Stored data:
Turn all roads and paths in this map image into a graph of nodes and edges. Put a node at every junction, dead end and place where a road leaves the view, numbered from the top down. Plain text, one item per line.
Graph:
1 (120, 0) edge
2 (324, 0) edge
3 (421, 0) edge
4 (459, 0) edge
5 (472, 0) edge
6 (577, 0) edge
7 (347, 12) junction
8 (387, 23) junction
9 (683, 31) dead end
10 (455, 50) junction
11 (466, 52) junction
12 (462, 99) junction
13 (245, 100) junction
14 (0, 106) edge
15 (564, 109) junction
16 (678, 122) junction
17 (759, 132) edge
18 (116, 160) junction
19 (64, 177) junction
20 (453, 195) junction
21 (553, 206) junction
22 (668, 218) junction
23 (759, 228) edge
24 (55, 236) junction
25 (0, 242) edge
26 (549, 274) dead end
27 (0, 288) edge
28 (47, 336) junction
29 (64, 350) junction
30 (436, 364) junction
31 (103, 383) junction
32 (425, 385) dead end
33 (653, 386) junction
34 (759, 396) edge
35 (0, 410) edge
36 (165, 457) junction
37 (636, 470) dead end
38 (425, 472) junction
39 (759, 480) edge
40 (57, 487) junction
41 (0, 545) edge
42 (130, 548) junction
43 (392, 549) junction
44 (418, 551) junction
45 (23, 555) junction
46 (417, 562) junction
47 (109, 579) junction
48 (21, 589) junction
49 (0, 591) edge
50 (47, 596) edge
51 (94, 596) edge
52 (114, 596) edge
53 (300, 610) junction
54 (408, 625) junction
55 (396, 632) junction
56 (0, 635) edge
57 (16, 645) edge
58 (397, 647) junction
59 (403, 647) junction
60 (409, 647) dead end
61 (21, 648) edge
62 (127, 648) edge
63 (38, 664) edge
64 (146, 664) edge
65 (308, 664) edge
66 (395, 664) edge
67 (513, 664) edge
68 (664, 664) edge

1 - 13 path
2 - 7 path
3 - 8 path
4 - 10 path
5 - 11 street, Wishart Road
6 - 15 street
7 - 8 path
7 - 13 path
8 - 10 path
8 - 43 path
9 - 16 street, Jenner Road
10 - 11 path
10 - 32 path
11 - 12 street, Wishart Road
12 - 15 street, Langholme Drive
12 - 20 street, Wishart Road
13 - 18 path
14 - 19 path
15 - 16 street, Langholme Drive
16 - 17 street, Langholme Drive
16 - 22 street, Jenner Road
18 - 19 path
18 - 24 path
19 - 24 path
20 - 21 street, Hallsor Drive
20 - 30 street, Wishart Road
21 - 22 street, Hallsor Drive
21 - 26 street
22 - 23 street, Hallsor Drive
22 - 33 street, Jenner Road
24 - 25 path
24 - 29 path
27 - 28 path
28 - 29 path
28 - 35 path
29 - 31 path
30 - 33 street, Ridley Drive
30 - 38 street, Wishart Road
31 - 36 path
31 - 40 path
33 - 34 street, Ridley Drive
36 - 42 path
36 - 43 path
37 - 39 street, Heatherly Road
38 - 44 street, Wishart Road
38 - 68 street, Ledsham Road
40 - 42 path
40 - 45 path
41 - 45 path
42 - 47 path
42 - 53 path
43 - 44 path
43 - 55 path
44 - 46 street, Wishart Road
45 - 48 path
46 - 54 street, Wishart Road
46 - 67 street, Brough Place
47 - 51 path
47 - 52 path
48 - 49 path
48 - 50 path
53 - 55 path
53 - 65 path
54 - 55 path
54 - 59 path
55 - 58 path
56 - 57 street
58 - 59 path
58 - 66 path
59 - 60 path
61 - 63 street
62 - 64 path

# Goal of the exercise
Repeat each record word for word. Do not leave any out.

# Solution to this problem
Turn all roads and paths in this map image into a graph of nodes and edges. Put a node at every junction, dead end and place where a road leaves the view, numbered from the top down. Plain text, one item per line.
Graph:
1 (120, 0) edge
2 (324, 0) edge
3 (421, 0) edge
4 (459, 0) edge
5 (472, 0) edge
6 (577, 0) edge
7 (347, 12) junction
8 (387, 23) junction
9 (683, 31) dead end
10 (455, 50) junction
11 (466, 52) junction
12 (462, 99) junction
13 (245, 100) junction
14 (0, 106) edge
15 (564, 109) junction
16 (678, 122) junction
17 (759, 132) edge
18 (116, 160) junction
19 (64, 177) junction
20 (453, 195) junction
21 (553, 206) junction
22 (668, 218) junction
23 (759, 228) edge
24 (55, 236) junction
25 (0, 242) edge
26 (549, 274) dead end
27 (0, 288) edge
28 (47, 336) junction
29 (64, 350) junction
30 (436, 364) junction
31 (103, 383) junction
32 (425, 385) dead end
33 (653, 386) junction
34 (759, 396) edge
35 (0, 410) edge
36 (165, 457) junction
37 (636, 470) dead end
38 (425, 472) junction
39 (759, 480) edge
40 (57, 487) junction
41 (0, 545) edge
42 (130, 548) junction
43 (392, 549) junction
44 (418, 551) junction
45 (23, 555) junction
46 (417, 562) junction
47 (109, 579) junction
48 (21, 589) junction
49 (0, 591) edge
50 (47, 596) edge
51 (94, 596) edge
52 (114, 596) edge
53 (300, 610) junction
54 (408, 625) junction
55 (396, 632) junction
56 (0, 635) edge
57 (16, 645) edge
58 (397, 647) junction
59 (403, 647) junction
60 (409, 647) dead end
61 (21, 648) edge
62 (127, 648) edge
63 (38, 664) edge
64 (146, 664) edge
65 (308, 664) edge
66 (395, 664) edge
67 (513, 664) edge
68 (664, 664) edge

1 - 13 path
2 - 7 path
3 - 8 path
4 - 10 path
5 - 11 street, Wishart Road
6 - 15 street
7 - 8 path
7 - 13 path
8 - 10 path
8 - 43 path
9 - 16 street, Jenner Road
10 - 11 path
10 - 32 path
11 - 12 street, Wishart Road
12 - 15 street, Langholme Drive
12 - 20 street, Wishart Road
13 - 18 path
14 - 19 path
15 - 16 street, Langholme Drive
16 - 17 street, Langholme Drive
16 - 22 street, Jenner Road
18 - 19 path
18 - 24 path
19 - 24 path
20 - 21 street, Hallsor Drive
20 - 30 street, Wishart Road
21 - 22 street, Hallsor Drive
21 - 26 street
22 - 23 street, Hallsor Drive
22 - 33 street, Jenner Road
24 - 25 path
24 - 29 path
27 - 28 path
28 - 29 path
28 - 35 path
29 - 31 path
30 - 33 street, Ridley Drive
30 - 38 street, Wishart Road
31 - 36 path
31 - 40 path
33 - 34 street, Ridley Drive
36 - 42 path
36 - 43 path
37 - 39 street, Heatherly Road
38 - 44 street, Wishart Road
38 - 68 street, Ledsham Road
40 - 42 path
40 - 45 path
41 - 45 path
42 - 47 path
42 - 53 path
43 - 44 path
43 - 55 path
44 - 46 street, Wishart Road
45 - 48 path
46 - 54 street, Wishart Road
46 - 67 street, Brough Place
47 - 51 path
47 - 52 path
48 - 49 path
48 - 50 path
53 - 55 path
53 - 65 path
54 - 55 path
54 - 59 path
55 - 58 path
56 - 57 street
58 - 59 path
58 - 66 path
59 - 60 path
61 - 63 street
62 - 64 path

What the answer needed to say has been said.